Since fluctuations in the quality of the raw material can be reacted rapidly and continuously during operation, and since the desired particle size range can be continuously maintained precisely, the fines thus obtained and continuously removed from the air flow in a known manner no longer require any subsequent homogenization. It can be continuously fed directly to a silo, from which it is taken directly or indirectly, preferably continuously for use. This silo can also be dimensioned smaller than previously customary, because no mill changeover takes into account quality change Need to become. Even if parameters of the grinding or visual process have to be adjusted due to quality changes of the raw material or changes in the recipe, the mill-sifter combination can be continuously operated. If a fundamental recipe change is necessary, the conversion can be done in a few minutes. The product which may be obtained in the conversion phase and does not correspond to the target quality can temporarily be intermediate-silicated and subsequently returned to the mill. The continuous operation is thereby practically not interrupted. The switching process is preferably computer-controlled, with programmed overrides being used to avoid or minimize the accumulation of intermediate product (Abmahlverlust). The approximately as Abmahlverlust resulting product is collected in an intermediate silo and the feedstock preferably computer-controlled mixed so that no polluting product waste.

All types of roller mills (ball ring mills, roller table mills, roller mills and single-roller mills) can be used. All grindable carbon carriers up to the hardest petroleum cokes can be processed. The driers can be prepared for all types of electrodes with different hardness and fineness requirements. The bandwidth of the producible grains is very large. It is preferably in the range of 1,000 to 10,000 cm ² / g.

While it has hitherto been necessary to produce different fractions with a time delay and to store the product in separate silos between, the essential advantage of the invention is that the grinding process can be switched on continuously and at the same time in the production process. Since the ensiling is partly avoided, partly facilitated and in particular large silos are avoided, the hitherto often extremely disturbing problem of segregation of different grain within the silos is avoided.

Claims (8)

1. A method for preparing a carbon siccative for producing electrodes, in which fractions of different granulation are produced and are mixed in a predetermined ratio, and in which the fractions comprise at least one dust-like to fine-grained fraction which is ground to a predetermined adjustable grain size, characterized in that a mill/sifter combination with a grain size continuously adjustable during operation is used for grinding the dust-like to fine-grained fraction.
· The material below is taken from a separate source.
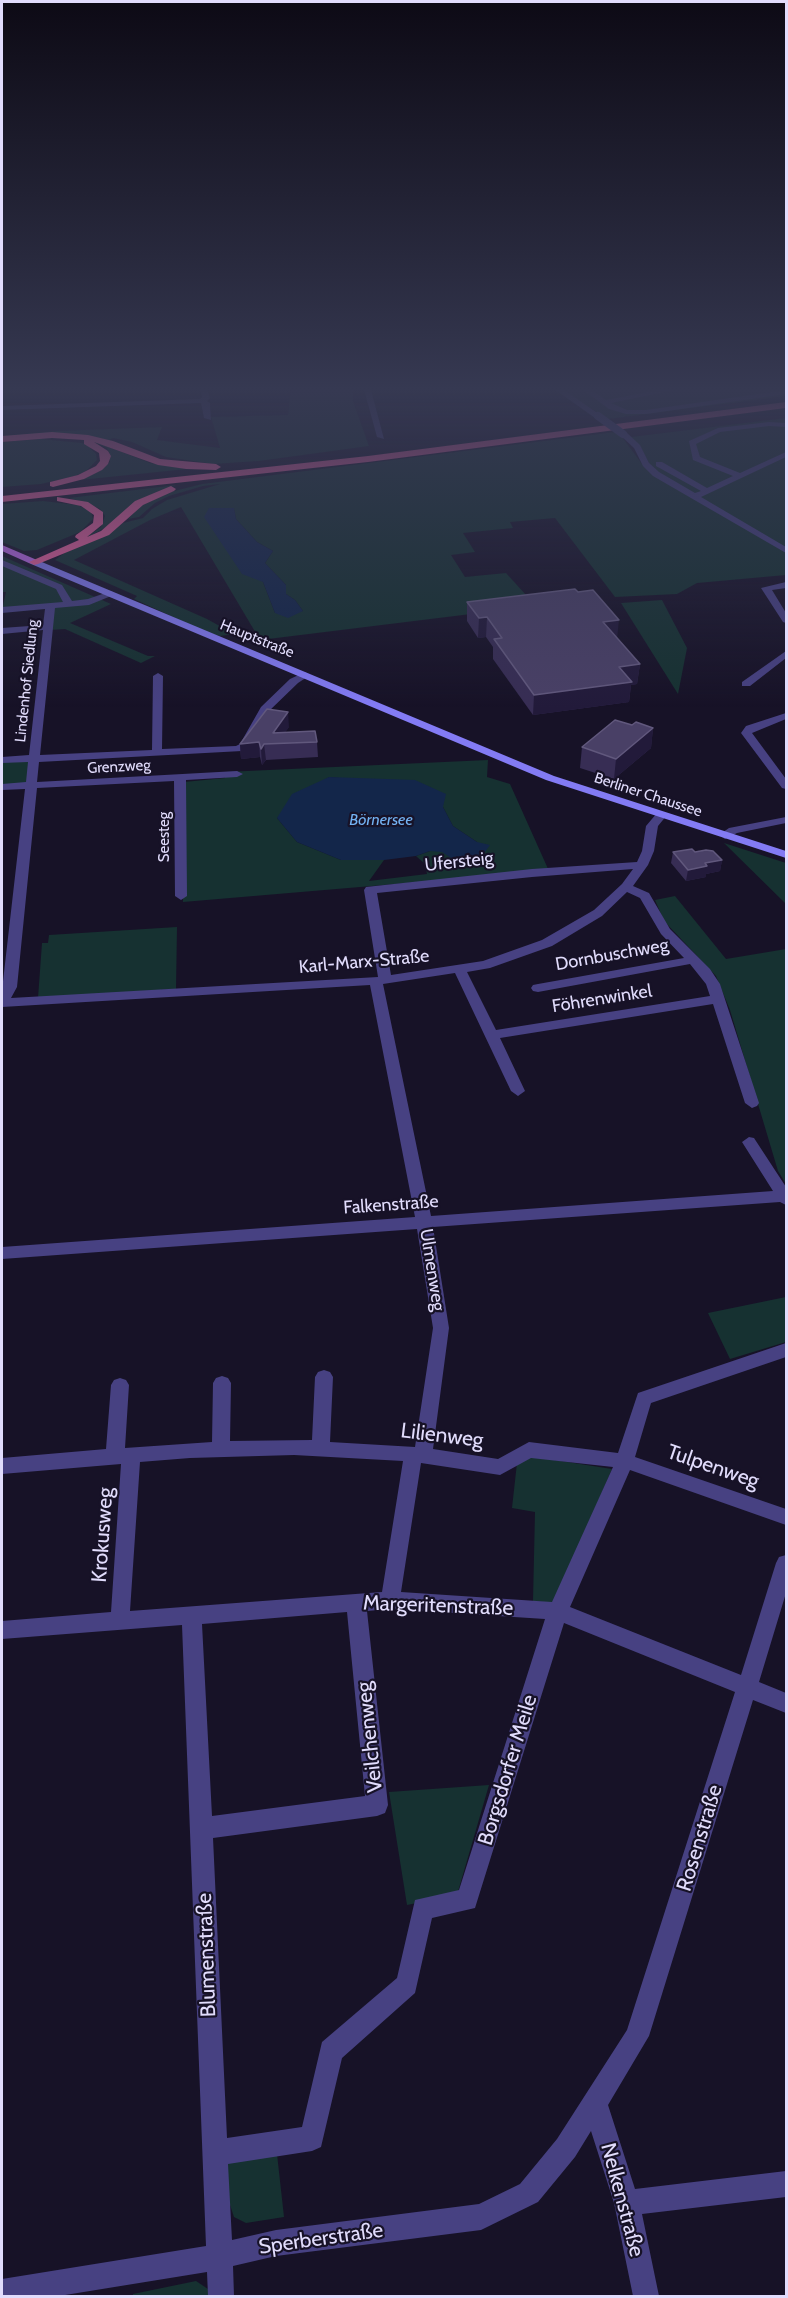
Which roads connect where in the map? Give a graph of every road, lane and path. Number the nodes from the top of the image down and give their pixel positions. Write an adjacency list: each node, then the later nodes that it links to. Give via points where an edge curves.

2. The method as claimed in claim 1, characterized in that the mill/sifter combination used is a roller grinding mill with an integrated sifter.
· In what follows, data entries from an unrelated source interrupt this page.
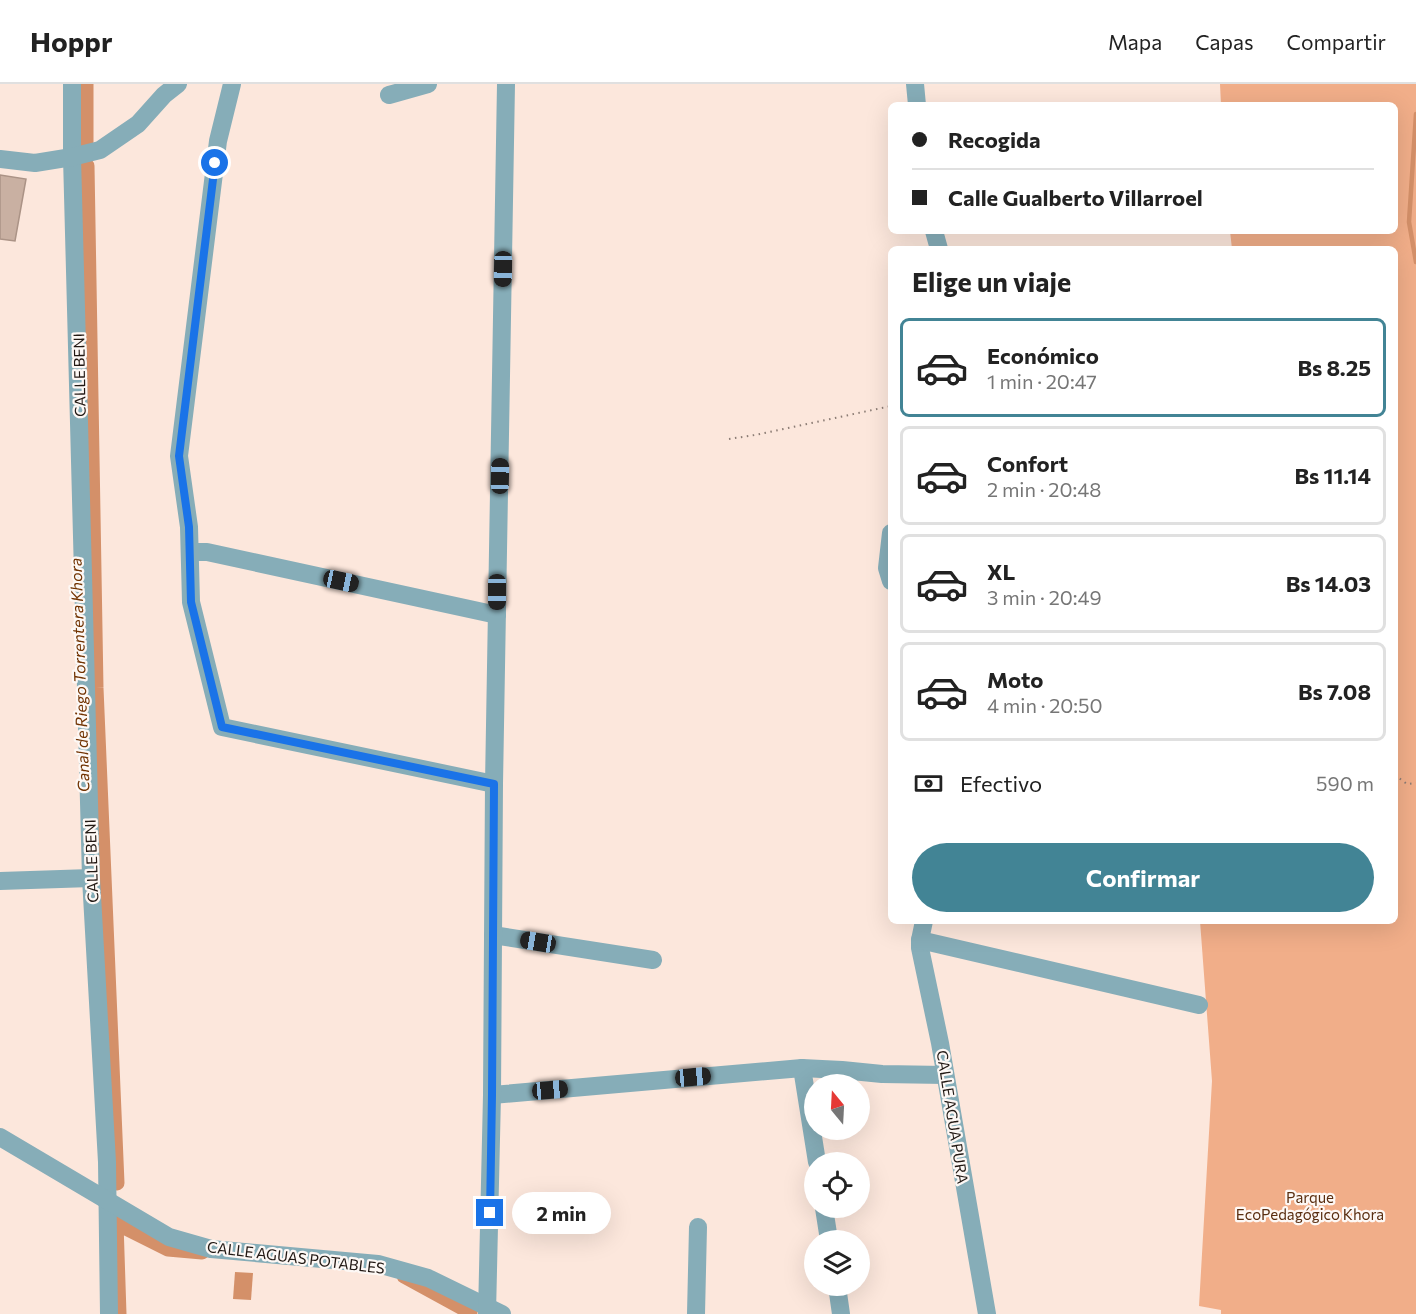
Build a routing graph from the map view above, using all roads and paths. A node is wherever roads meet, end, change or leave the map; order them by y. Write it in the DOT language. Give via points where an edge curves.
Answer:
graph roads {
  1 [pos="72,84"];
  2 [pos="178,84"];
  3 [pos="232,84"];
  4 [pos="428,84"];
  5 [pos="506,84"];
  6 [pos="915,84"];
  7 [pos="389,95"];
  8 [pos="917,102"];
  9 [pos="72,158"];
  10 [pos="0,159"];
  11 [pos="888,407"];
  12 [pos="729,439"];
  13 [pos="190,552"];
  14 [pos="497,615"];
  15 [pos="1398,777"];
  16 [pos="1416,783"];
  17 [pos="494,784"];
  18 [pos="91,878"];
  19 [pos="0,881"];
  20 [pos="923,924"];
  21 [pos="493,936"];
  22 [pos="920,940"];
  23 [pos="653,960"];
  24 [pos="1199,1005"];
  25 [pos="801,1068"];
  26 [pos="945,1075"];
  27 [pos="492,1095"];
  28 [pos="0,1137"];
  29 [pos="815,1152"];
  30 [pos="108,1202"];
  31 [pos="698,1227"];
  32 [pos="838,1296"];
  33 [pos="492,1312"];
  34 [pos="109,1314"];
  35 [pos="696,1314"];
  36 [pos="841,1314"];
  37 [pos="987,1314"];
  1 -- 9 [label="street, CALLE BENI"];
  2 -- 9 [label="street" via="138,124 100,150"];
  3 -- 13 [label="street" via="218,141 179,456"];
  4 -- 7 [label="street"];
  5 -- 14 [label="street"];
  6 -- 8 [label="street"];
  9 -- 10 [label="street" via="35,163"];
  9 -- 18 [label="street, CALLE BENI"];
  11 -- 12 [label="path"];
  13 -- 14 [label="street" via="207,552"];
  13 -- 17 [label="street" via="191,602 222,727"];
  14 -- 17 [label="street"];
  15 -- 16 [label="path" via="1407,784"];
  17 -- 21 [label="street"];
  18 -- 19 [label="street"];
  18 -- 30 [label="street, CALLE BENI"];
  20 -- 22 [label="street, CALLE AGUA PURA"];
  21 -- 23 [label="street"];
  21 -- 27 [label="street"];
  22 -- 24 [label="street"];
  22 -- 26 [label="street, CALLE AGUA PURA"];
  25 -- 26 [label="street"];
  25 -- 27 [label="street"];
  25 -- 29 [label="street"];
  26 -- 37 [label="street, CALLE AGUA PURA"];
  27 -- 33 [label="street"];
  28 -- 30 [label="street, CALLE AGUAS POTABLES"];
  30 -- 33 [label="street, CALLE AGUAS POTABLES" via="169,1237 211,1249 378,1264 428,1278"];
  30 -- 34 [label="street, CALLE BENI"];
  31 -- 35 [label="street"];
  32 -- 36 [label="street"];
}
3. The method as claimed in claim 2, characterized in that the grinding pressure of the mill is adjusted.
4. The method as claimed in claim 2, characterized in that the rotational speed of the mill drive is adjusted.
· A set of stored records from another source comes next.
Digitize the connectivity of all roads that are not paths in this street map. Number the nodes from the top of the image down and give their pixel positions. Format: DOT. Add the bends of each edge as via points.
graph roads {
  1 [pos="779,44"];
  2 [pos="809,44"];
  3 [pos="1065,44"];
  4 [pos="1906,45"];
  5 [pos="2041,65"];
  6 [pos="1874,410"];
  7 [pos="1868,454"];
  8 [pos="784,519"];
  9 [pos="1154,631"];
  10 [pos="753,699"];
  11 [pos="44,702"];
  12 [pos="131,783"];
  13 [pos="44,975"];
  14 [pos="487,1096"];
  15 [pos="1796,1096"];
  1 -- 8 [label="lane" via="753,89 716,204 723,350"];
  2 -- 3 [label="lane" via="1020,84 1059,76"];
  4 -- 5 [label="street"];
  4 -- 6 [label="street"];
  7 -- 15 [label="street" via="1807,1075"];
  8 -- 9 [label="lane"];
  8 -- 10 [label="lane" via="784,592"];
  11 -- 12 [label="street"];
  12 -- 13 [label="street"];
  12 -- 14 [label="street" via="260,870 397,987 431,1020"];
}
5. The method as claimed in claim 2, characterized in that the air throughput of the mill and of the sifter is adjusted.
6. The method as claimed in claim 1 or 2, characterized in that a dynamic sifter is used.
7. The method as claimed in claim 6, characterized in that the rotational speed of the sifter is adjusted.
8. The method as claimed in one of claims 1 to 7, characterized in that the mill/sifter combination is adapted to any fluctuations in the quality of the raw material or to recipe changes during continuous operation.